TRY IT
Going from the top of the listing below to the line that holds "For a GIS import: Parse", reproduce each line exactly; no pictures.

== == ==

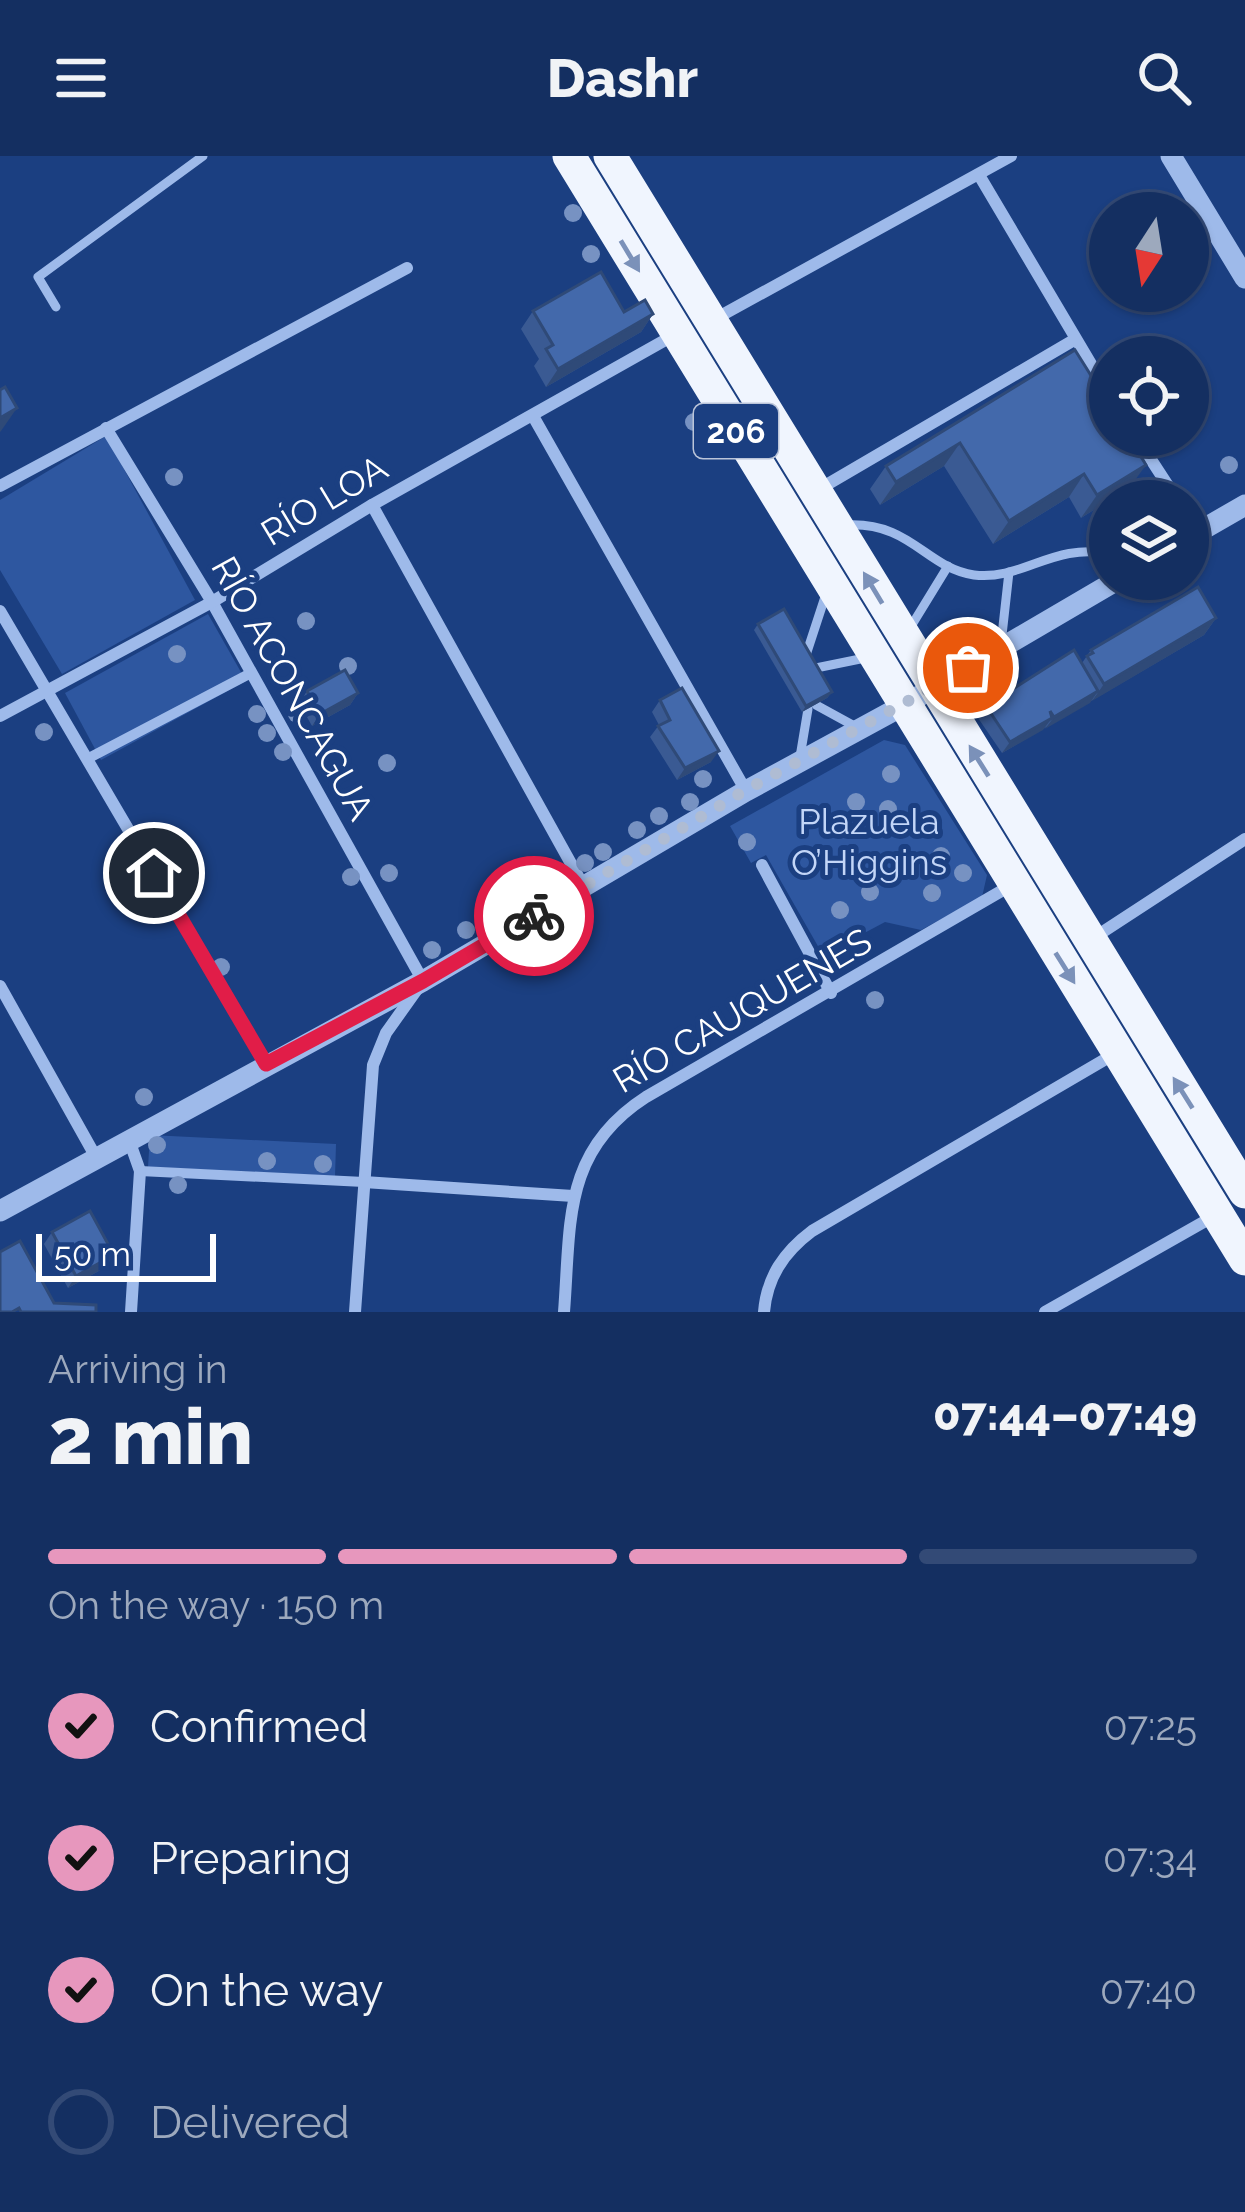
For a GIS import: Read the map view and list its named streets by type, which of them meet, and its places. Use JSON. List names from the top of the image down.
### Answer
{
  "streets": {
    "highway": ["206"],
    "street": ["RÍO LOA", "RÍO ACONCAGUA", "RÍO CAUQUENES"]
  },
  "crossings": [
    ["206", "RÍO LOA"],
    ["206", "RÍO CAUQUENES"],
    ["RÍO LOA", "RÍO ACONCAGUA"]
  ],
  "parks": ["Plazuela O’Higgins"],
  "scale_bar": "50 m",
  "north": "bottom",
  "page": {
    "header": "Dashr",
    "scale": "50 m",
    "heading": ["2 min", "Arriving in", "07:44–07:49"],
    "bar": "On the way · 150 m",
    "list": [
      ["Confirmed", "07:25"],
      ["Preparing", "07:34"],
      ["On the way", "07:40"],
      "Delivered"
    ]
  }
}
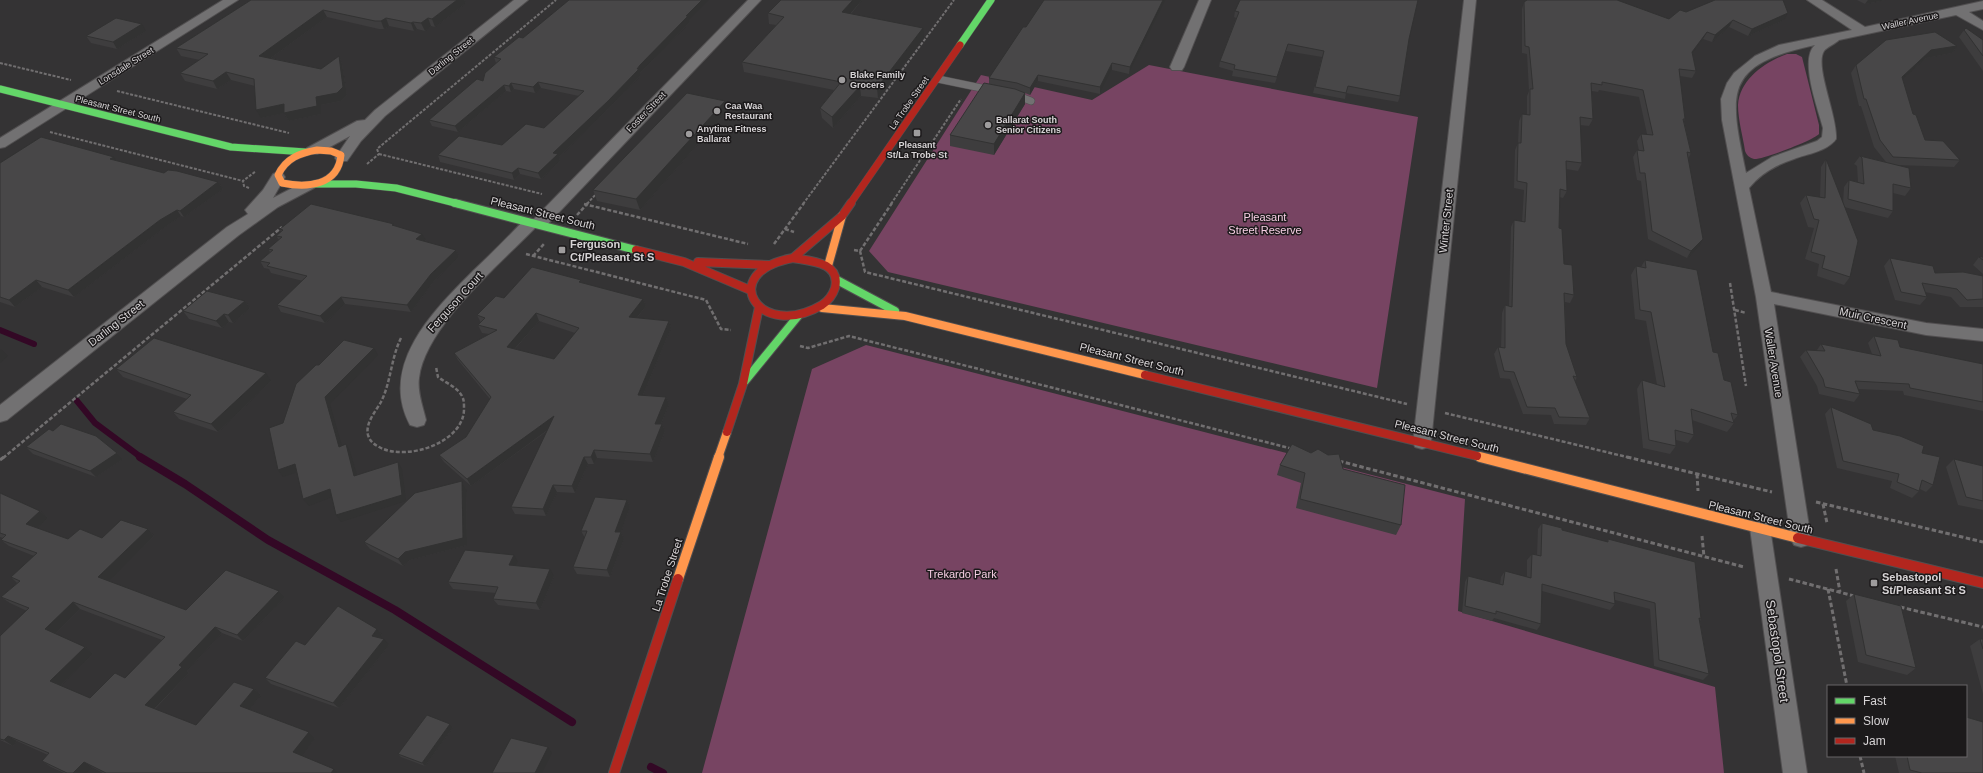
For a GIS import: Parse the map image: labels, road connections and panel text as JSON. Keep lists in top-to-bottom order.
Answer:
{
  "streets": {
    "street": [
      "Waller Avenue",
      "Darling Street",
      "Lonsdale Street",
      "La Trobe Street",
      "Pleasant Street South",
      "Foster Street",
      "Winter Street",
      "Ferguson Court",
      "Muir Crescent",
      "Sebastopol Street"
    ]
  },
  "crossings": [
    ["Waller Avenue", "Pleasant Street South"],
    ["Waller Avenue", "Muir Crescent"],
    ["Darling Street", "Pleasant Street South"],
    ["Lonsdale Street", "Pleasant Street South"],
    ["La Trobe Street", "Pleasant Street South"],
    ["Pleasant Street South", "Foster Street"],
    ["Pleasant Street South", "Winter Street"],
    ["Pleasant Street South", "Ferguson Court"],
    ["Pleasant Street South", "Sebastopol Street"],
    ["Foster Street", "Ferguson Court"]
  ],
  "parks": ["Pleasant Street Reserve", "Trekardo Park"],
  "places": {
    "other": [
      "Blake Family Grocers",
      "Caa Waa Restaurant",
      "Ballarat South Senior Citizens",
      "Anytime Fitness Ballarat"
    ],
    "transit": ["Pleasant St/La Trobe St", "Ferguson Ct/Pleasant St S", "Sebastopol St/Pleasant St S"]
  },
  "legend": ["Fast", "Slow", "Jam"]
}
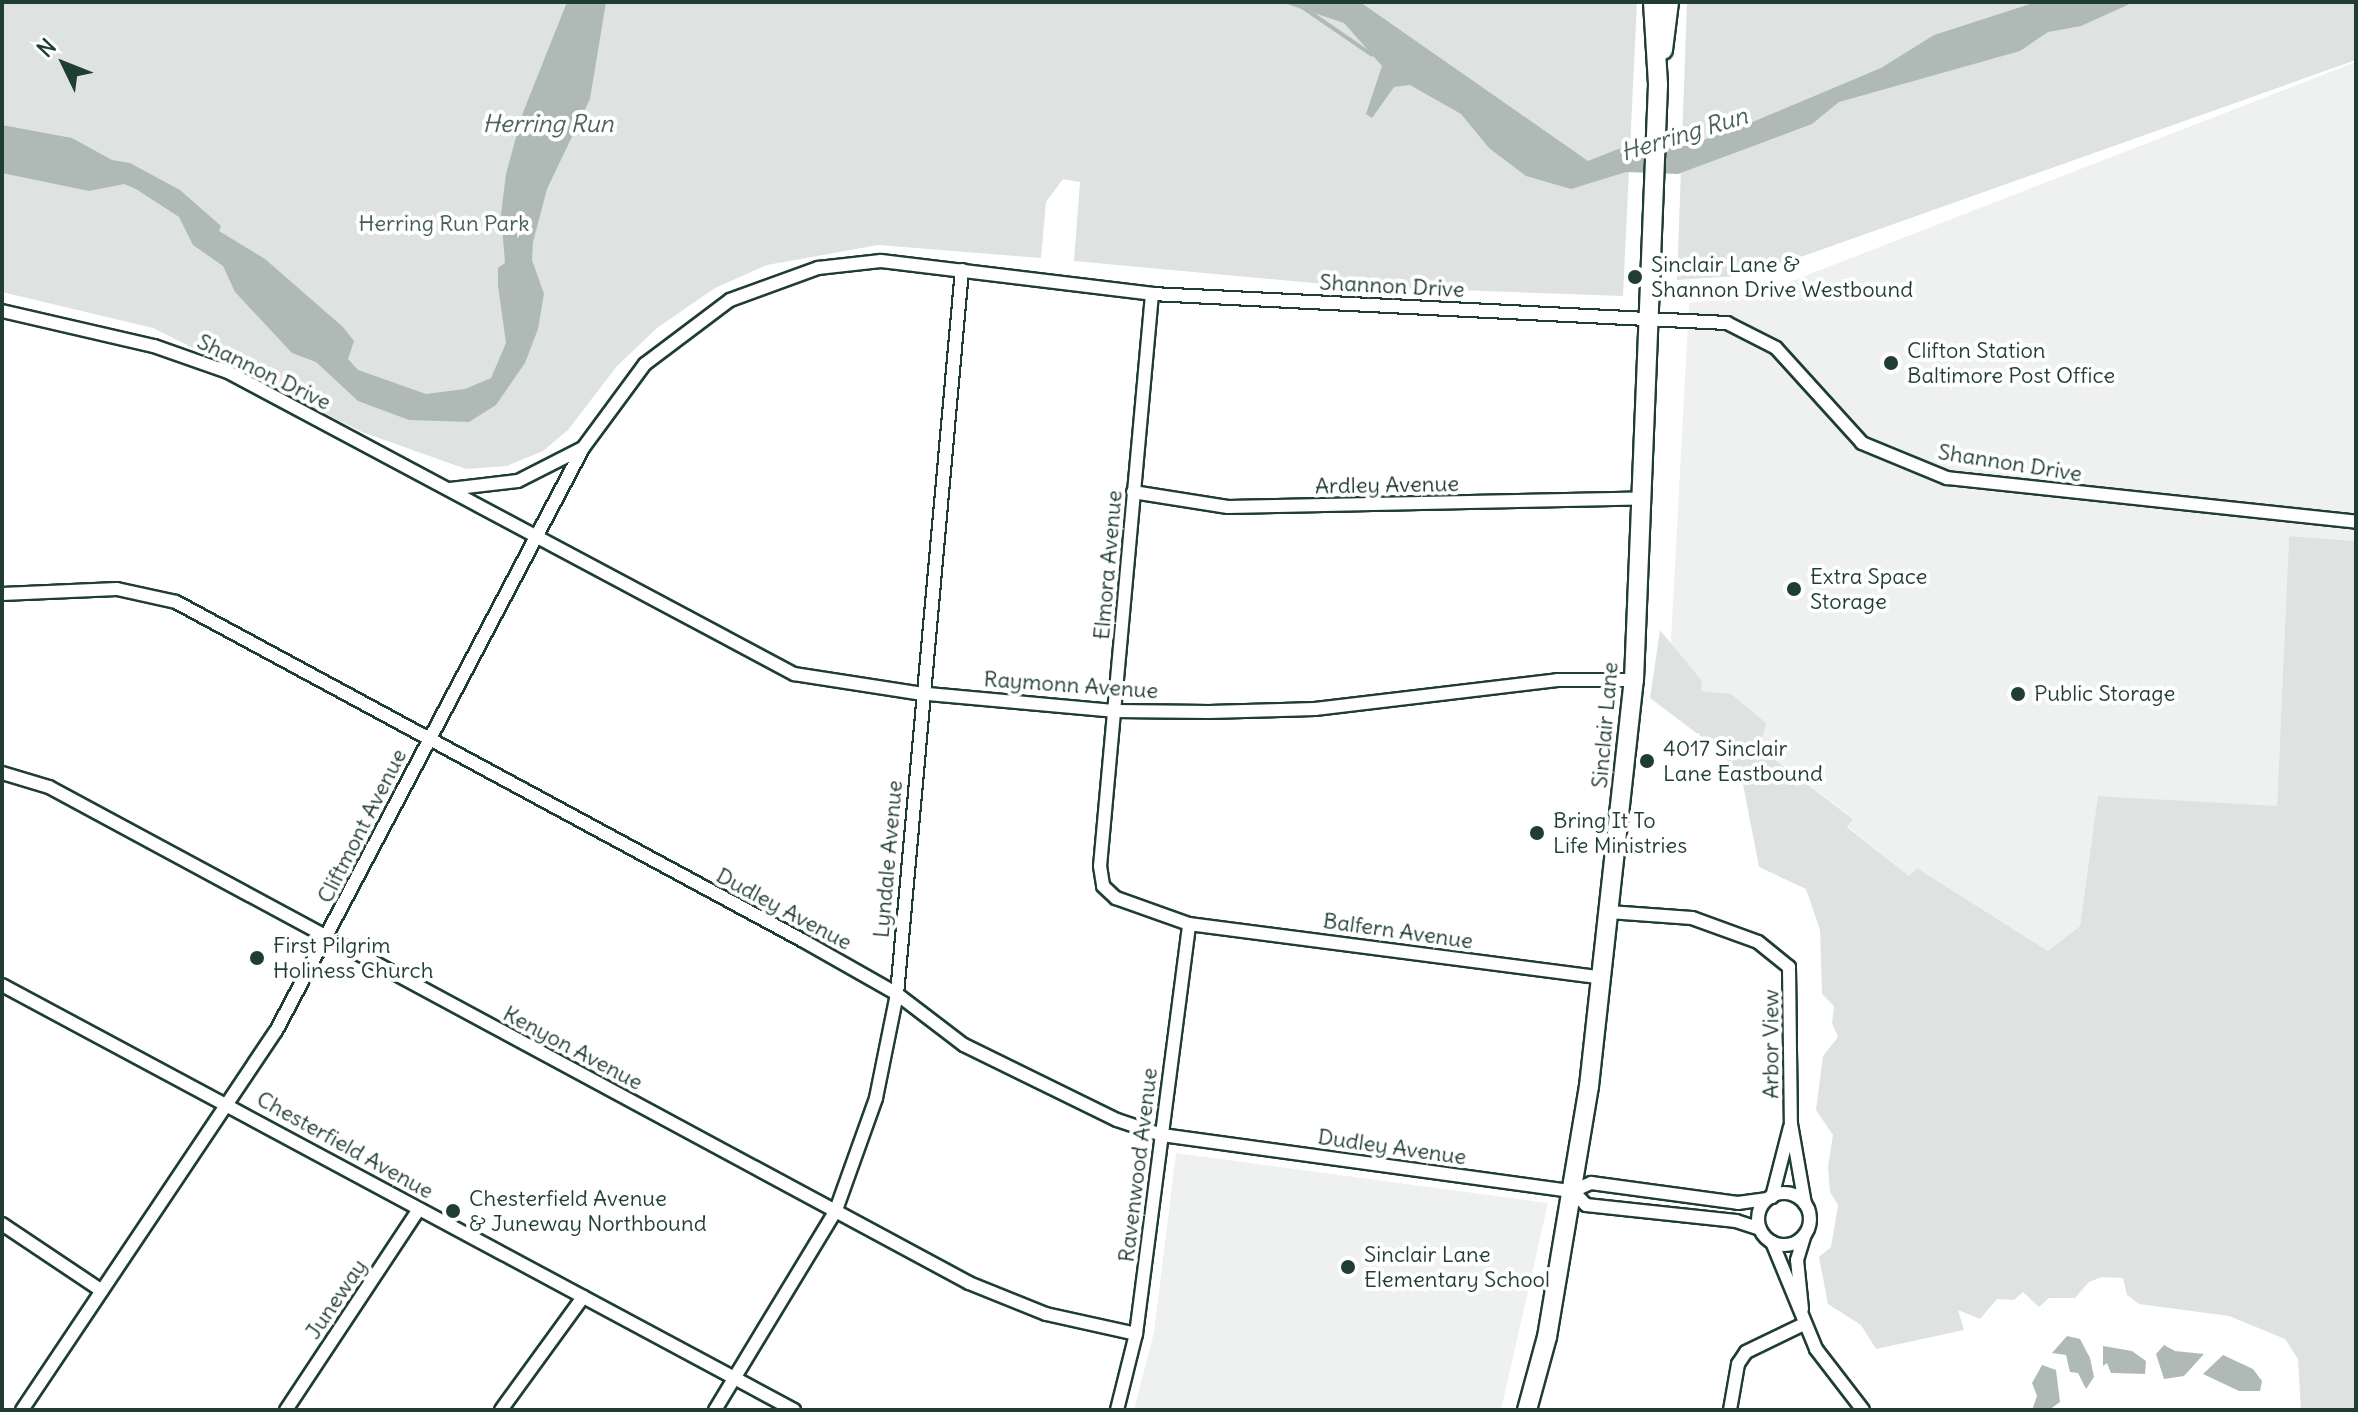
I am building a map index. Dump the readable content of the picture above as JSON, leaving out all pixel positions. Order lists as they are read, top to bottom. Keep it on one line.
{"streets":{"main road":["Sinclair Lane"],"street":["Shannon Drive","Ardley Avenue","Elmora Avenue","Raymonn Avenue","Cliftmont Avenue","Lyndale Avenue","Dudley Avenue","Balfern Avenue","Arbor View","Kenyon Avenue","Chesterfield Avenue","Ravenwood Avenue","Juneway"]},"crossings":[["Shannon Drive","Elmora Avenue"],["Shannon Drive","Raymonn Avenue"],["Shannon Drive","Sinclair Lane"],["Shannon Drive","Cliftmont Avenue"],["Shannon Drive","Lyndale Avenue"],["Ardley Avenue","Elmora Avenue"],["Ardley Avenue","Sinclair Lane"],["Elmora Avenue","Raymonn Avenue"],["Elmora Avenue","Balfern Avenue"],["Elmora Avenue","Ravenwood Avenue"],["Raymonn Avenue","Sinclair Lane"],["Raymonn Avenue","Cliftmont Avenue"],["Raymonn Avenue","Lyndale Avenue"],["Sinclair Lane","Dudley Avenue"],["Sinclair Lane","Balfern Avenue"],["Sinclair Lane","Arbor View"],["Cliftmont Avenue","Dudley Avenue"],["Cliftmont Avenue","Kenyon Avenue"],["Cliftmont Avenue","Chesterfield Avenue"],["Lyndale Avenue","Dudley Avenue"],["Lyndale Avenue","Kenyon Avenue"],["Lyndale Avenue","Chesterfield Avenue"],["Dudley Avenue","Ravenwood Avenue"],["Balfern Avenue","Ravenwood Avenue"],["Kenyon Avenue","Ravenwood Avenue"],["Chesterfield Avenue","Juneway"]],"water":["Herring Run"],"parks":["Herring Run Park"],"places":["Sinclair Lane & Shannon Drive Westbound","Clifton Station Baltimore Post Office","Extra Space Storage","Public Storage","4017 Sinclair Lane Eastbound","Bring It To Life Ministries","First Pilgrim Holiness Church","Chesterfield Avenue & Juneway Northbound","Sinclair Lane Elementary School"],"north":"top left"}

== == ==

EXPECTED ANSWER
For a GIS import: Read the map view and list its named streets by type, which of them meet, and its places. Use JSON. List names from the top of the image down.
### Answer
{
  "streets": {
    "highway": ["206"],
    "street": ["RÍO LOA", "RÍO ACONCAGUA", "RÍO CAUQUENES"]
  },
  "crossings": [
    ["206", "RÍO LOA"],
    ["206", "RÍO CAUQUENES"],
    ["RÍO LOA", "RÍO ACONCAGUA"]
  ],
  "parks": ["Plazuela O’Higgins"],
  "scale_bar": "50 m",
  "north": "bottom",
  "page": {
    "header": "Dashr",
    "scale": "50 m",
    "heading": ["2 min", "Arriving in", "07:44–07:49"],
    "bar": "On the way · 150 m",
    "list": [
      ["Confirmed", "07:25"],
      ["Preparing", "07:34"],
      ["On the way", "07:40"],
      "Delivered"
    ]
  }
}
For a GIS import: Parse the map image: labels, road connections and panel text as JSON. Keep lists in top-to-bottom order.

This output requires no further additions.